The online Camp at Home activities encourage family engagement and interaction. Campers receive packages each month that include instructions and supplies for healing crafts, gifts for each family and personalized notes from donors who supported the program.

“It’s been amazing to see how these online efforts can kind of reshape and refocus what you can do and change the way you serve your community,” Anderson told Hospice News. “We hope we changed a little bit of the rhythm in the home and made an impact. Children’s grief doesn’t stop when the series is over, but hopefully as a family, with a parent or guardian who’s also kind of walking through that journey with them, it’s a silver lining to be able to think differently about how to do that.”

With an intended make-up date in August, plans to return to an in-person day camp experience later in the fall of 2020 will be reevaluated amid concerns of keeping children safe, according to King. A virtual element of the camp may remain as the bereavement camp opens back up.

“Our goal as it stands right now is to hold our weekend sleepover camp in March of 2021,” King explained. “Hopefully, things are safe at that time to have it in person. It’s adapting the best we can right now with telehealth, but I also see that there is possibility we could continue doing some of this via Zoom if that works better for some.

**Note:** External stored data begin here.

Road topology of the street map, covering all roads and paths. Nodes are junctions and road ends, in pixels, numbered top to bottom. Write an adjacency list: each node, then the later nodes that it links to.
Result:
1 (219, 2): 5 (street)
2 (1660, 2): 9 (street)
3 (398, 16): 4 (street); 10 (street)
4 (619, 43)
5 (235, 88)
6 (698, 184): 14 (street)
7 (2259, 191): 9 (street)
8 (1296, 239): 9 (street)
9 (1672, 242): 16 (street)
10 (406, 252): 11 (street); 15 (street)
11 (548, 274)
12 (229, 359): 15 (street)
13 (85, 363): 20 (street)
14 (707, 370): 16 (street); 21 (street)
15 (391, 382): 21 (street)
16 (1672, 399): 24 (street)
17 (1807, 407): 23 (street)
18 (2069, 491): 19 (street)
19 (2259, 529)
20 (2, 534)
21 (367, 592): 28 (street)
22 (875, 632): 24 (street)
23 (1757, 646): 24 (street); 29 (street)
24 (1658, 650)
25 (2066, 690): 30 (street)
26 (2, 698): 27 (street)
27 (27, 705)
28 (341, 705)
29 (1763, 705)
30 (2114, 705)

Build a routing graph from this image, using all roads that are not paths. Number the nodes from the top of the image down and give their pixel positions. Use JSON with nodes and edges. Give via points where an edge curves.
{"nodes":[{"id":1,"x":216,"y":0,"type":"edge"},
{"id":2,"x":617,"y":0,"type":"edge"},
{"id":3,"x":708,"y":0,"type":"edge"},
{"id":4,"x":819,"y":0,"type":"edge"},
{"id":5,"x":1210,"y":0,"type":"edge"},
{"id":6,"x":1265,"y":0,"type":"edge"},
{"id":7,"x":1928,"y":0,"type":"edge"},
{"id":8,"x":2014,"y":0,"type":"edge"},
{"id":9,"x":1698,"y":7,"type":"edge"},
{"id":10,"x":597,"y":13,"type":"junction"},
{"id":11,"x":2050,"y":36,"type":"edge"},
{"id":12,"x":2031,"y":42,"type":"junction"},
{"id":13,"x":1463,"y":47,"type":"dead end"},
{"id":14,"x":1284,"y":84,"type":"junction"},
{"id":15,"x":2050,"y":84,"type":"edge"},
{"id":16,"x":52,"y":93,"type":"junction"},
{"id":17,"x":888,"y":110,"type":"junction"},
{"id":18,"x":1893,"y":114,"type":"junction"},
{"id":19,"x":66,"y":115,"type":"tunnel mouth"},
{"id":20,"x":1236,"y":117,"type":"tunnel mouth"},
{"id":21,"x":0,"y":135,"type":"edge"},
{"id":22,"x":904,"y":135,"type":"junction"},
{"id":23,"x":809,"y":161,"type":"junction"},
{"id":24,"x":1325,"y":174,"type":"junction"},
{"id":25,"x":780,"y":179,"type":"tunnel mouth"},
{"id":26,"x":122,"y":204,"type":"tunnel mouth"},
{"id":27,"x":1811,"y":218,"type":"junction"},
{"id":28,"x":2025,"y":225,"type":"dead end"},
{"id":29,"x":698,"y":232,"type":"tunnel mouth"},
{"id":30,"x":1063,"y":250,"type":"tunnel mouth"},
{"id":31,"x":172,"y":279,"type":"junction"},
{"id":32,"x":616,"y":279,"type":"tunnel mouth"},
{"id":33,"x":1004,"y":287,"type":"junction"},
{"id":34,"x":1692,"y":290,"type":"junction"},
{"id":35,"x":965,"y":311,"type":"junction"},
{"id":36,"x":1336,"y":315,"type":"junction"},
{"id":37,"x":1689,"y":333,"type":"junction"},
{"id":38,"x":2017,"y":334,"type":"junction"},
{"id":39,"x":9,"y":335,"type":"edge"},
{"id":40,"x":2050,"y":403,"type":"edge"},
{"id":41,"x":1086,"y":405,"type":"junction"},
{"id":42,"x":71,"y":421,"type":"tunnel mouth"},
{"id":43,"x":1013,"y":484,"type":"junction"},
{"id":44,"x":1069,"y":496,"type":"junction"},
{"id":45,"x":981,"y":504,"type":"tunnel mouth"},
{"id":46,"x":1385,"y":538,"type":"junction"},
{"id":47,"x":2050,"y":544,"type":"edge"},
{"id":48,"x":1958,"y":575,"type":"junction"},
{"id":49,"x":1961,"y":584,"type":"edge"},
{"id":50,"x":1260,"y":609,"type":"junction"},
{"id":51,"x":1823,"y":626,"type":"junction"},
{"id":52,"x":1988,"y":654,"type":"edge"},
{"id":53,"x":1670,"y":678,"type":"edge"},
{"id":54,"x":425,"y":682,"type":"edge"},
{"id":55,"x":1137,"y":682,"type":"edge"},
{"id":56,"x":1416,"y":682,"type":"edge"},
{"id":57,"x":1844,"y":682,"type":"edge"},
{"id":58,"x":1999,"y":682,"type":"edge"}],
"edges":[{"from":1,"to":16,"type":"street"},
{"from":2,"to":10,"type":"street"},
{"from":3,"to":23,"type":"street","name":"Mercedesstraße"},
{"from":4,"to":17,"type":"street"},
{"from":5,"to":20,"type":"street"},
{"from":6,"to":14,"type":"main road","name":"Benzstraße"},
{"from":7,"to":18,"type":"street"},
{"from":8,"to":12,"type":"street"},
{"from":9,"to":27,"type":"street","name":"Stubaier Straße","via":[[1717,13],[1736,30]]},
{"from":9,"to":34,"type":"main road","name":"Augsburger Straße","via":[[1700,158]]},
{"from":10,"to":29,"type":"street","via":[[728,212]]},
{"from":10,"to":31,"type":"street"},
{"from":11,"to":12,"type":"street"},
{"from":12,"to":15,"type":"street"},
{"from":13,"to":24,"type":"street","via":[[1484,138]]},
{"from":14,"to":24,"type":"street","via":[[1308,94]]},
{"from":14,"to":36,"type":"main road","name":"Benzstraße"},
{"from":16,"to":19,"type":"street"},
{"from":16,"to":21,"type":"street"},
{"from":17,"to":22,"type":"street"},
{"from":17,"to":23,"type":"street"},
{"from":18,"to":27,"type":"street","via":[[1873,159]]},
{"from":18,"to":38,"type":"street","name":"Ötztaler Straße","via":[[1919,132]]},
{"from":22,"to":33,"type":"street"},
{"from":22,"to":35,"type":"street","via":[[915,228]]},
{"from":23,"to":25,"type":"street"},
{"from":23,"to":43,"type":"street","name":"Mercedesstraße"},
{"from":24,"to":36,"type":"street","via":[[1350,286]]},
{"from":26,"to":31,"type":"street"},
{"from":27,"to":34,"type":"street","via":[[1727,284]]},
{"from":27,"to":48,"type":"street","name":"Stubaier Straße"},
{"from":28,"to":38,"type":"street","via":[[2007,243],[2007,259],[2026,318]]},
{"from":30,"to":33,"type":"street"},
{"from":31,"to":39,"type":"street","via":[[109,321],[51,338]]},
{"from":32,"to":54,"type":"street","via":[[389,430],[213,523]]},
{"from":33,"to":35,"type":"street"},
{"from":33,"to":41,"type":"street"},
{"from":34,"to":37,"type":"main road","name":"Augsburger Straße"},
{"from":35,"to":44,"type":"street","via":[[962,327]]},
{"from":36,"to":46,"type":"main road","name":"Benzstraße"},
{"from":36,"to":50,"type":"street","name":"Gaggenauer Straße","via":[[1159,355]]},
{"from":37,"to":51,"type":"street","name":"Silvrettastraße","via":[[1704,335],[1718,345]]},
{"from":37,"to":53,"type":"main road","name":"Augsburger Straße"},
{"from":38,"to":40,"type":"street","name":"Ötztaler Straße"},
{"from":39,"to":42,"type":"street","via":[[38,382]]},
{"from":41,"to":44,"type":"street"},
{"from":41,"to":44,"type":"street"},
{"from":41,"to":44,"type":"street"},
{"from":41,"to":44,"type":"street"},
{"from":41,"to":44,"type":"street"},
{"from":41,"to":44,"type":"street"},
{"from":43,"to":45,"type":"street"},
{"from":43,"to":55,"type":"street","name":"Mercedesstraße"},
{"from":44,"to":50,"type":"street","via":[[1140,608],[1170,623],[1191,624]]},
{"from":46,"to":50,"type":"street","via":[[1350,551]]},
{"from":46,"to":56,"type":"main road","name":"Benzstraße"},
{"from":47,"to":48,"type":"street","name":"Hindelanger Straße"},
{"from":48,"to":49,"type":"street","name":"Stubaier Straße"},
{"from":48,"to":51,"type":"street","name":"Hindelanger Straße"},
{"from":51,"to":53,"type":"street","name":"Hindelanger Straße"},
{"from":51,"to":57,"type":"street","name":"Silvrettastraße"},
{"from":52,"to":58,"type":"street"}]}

The good thing coming through all of this is that we have found ways to work together and these survivors are still being helped remotely.”

The virtual Camp at Home series will continue throughout the 2020 summer in support of grieving families from a distance.

“It has been hard, but we were able to get around to the [camp] activities, which I’m 100% grateful for,” said Brittany Evans, a parent of two campers. “I have been really busy adjusting to this stay at home thing and no school for the boys. These activities not only help the children, but also made me realize it’s okay to write my feelings down and openly talk about the situation.”


Brittany Evans’s sons, Deion (age 9) with younger brother Xavier (age 5), campers of Camp at Home. Photo provided by Chapters Health System.